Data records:
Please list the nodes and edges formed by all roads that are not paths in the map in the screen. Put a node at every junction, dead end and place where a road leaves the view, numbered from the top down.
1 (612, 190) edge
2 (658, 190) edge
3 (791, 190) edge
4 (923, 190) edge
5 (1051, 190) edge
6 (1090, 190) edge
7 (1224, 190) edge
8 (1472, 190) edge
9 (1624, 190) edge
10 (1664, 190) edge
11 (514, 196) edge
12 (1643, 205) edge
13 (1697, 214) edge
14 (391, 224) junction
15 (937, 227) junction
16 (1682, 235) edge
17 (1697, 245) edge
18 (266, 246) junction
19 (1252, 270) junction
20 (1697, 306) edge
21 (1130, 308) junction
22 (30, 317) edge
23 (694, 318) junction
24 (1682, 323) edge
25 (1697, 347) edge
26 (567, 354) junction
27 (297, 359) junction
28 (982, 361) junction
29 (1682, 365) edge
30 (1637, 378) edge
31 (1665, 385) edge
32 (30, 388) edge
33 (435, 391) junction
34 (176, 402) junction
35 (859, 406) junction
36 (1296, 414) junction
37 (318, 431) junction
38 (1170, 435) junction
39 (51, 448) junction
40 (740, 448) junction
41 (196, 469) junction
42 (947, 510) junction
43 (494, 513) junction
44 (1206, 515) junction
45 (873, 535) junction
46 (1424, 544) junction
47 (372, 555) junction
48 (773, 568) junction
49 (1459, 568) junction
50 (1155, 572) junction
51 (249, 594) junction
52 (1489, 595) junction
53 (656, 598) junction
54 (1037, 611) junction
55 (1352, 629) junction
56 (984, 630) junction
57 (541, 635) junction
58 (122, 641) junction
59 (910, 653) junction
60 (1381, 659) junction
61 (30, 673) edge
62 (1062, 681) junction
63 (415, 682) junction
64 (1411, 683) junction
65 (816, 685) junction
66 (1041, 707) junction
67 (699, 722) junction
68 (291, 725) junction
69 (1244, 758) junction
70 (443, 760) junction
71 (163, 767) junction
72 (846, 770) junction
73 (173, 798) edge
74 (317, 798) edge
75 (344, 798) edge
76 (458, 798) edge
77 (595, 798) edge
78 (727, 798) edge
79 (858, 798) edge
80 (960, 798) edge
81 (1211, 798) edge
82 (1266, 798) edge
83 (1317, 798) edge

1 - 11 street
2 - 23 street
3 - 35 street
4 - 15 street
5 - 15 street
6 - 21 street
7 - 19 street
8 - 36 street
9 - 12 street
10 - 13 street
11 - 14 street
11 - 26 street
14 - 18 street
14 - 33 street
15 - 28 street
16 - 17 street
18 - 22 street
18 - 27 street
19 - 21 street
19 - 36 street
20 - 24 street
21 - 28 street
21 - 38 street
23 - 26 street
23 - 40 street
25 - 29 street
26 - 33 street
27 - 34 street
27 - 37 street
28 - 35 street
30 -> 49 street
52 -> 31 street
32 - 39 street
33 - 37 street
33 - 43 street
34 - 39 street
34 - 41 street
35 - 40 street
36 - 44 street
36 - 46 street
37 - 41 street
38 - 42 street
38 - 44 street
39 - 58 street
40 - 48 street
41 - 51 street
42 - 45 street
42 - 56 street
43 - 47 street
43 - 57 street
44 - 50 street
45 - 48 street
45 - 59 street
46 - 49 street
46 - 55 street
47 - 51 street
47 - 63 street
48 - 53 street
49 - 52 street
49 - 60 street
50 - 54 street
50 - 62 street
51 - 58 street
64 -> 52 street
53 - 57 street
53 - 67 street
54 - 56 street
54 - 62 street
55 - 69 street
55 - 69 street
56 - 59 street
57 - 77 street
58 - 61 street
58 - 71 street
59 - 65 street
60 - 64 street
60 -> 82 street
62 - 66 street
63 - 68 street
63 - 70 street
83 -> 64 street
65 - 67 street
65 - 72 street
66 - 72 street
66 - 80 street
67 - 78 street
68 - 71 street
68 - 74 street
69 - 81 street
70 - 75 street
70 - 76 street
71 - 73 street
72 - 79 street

(ACTIVITY):
Each record above has to be set down again, exactly and completely.

(WRITTEN REPLY):
Please list the nodes and edges formed by all roads that are not paths in the map in the screen. Put a node at every junction, dead end and place where a road leaves the view, numbered from the top down.
1 (612, 190) edge
2 (658, 190) edge
3 (791, 190) edge
4 (923, 190) edge
5 (1051, 190) edge
6 (1090, 190) edge
7 (1224, 190) edge
8 (1472, 190) edge
9 (1624, 190) edge
10 (1664, 190) edge
11 (514, 196) edge
12 (1643, 205) edge
13 (1697, 214) edge
14 (391, 224) junction
15 (937, 227) junction
16 (1682, 235) edge
17 (1697, 245) edge
18 (266, 246) junction
19 (1252, 270) junction
20 (1697, 306) edge
21 (1130, 308) junction
22 (30, 317) edge
23 (694, 318) junction
24 (1682, 323) edge
25 (1697, 347) edge
26 (567, 354) junction
27 (297, 359) junction
28 (982, 361) junction
29 (1682, 365) edge
30 (1637, 378) edge
31 (1665, 385) edge
32 (30, 388) edge
33 (435, 391) junction
34 (176, 402) junction
35 (859, 406) junction
36 (1296, 414) junction
37 (318, 431) junction
38 (1170, 435) junction
39 (51, 448) junction
40 (740, 448) junction
41 (196, 469) junction
42 (947, 510) junction
43 (494, 513) junction
44 (1206, 515) junction
45 (873, 535) junction
46 (1424, 544) junction
47 (372, 555) junction
48 (773, 568) junction
49 (1459, 568) junction
50 (1155, 572) junction
51 (249, 594) junction
52 (1489, 595) junction
53 (656, 598) junction
54 (1037, 611) junction
55 (1352, 629) junction
56 (984, 630) junction
57 (541, 635) junction
58 (122, 641) junction
59 (910, 653) junction
60 (1381, 659) junction
61 (30, 673) edge
62 (1062, 681) junction
63 (415, 682) junction
64 (1411, 683) junction
65 (816, 685) junction
66 (1041, 707) junction
67 (699, 722) junction
68 (291, 725) junction
69 (1244, 758) junction
70 (443, 760) junction
71 (163, 767) junction
72 (846, 770) junction
73 (173, 798) edge
74 (317, 798) edge
75 (344, 798) edge
76 (458, 798) edge
77 (595, 798) edge
78 (727, 798) edge
79 (858, 798) edge
80 (960, 798) edge
81 (1211, 798) edge
82 (1266, 798) edge
83 (1317, 798) edge

1 - 11 street
2 - 23 street
3 - 35 street
4 - 15 street
5 - 15 street
6 - 21 street
7 - 19 street
8 - 36 street
9 - 12 street
10 - 13 street
11 - 14 street
11 - 26 street
14 - 18 street
14 - 33 street
15 - 28 street
16 - 17 street
18 - 22 street
18 - 27 street
19 - 21 street
19 - 36 street
20 - 24 street
21 - 28 street
21 - 38 street
23 - 26 street
23 - 40 street
25 - 29 street
26 - 33 street
27 - 34 street
27 - 37 street
28 - 35 street
30 -> 49 street
52 -> 31 street
32 - 39 street
33 - 37 street
33 - 43 street
34 - 39 street
34 - 41 street
35 - 40 street
36 - 44 street
36 - 46 street
37 - 41 street
38 - 42 street
38 - 44 street
39 - 58 street
40 - 48 street
41 - 51 street
42 - 45 street
42 - 56 street
43 - 47 street
43 - 57 street
44 - 50 street
45 - 48 street
45 - 59 street
46 - 49 street
46 - 55 street
47 - 51 street
47 - 63 street
48 - 53 street
49 - 52 street
49 - 60 street
50 - 54 street
50 - 62 street
51 - 58 street
64 -> 52 street
53 - 57 street
53 - 67 street
54 - 56 street
54 - 62 street
55 - 69 street
55 - 69 street
56 - 59 street
57 - 77 street
58 - 61 street
58 - 71 street
59 - 65 street
60 - 64 street
60 -> 82 street
62 - 66 street
63 - 68 street
63 - 70 street
83 -> 64 street
65 - 67 street
65 - 72 street
66 - 72 street
66 - 80 street
67 - 78 street
68 - 71 street
68 - 74 street
69 - 81 street
70 - 75 street
70 - 76 street
71 - 73 street
72 - 79 street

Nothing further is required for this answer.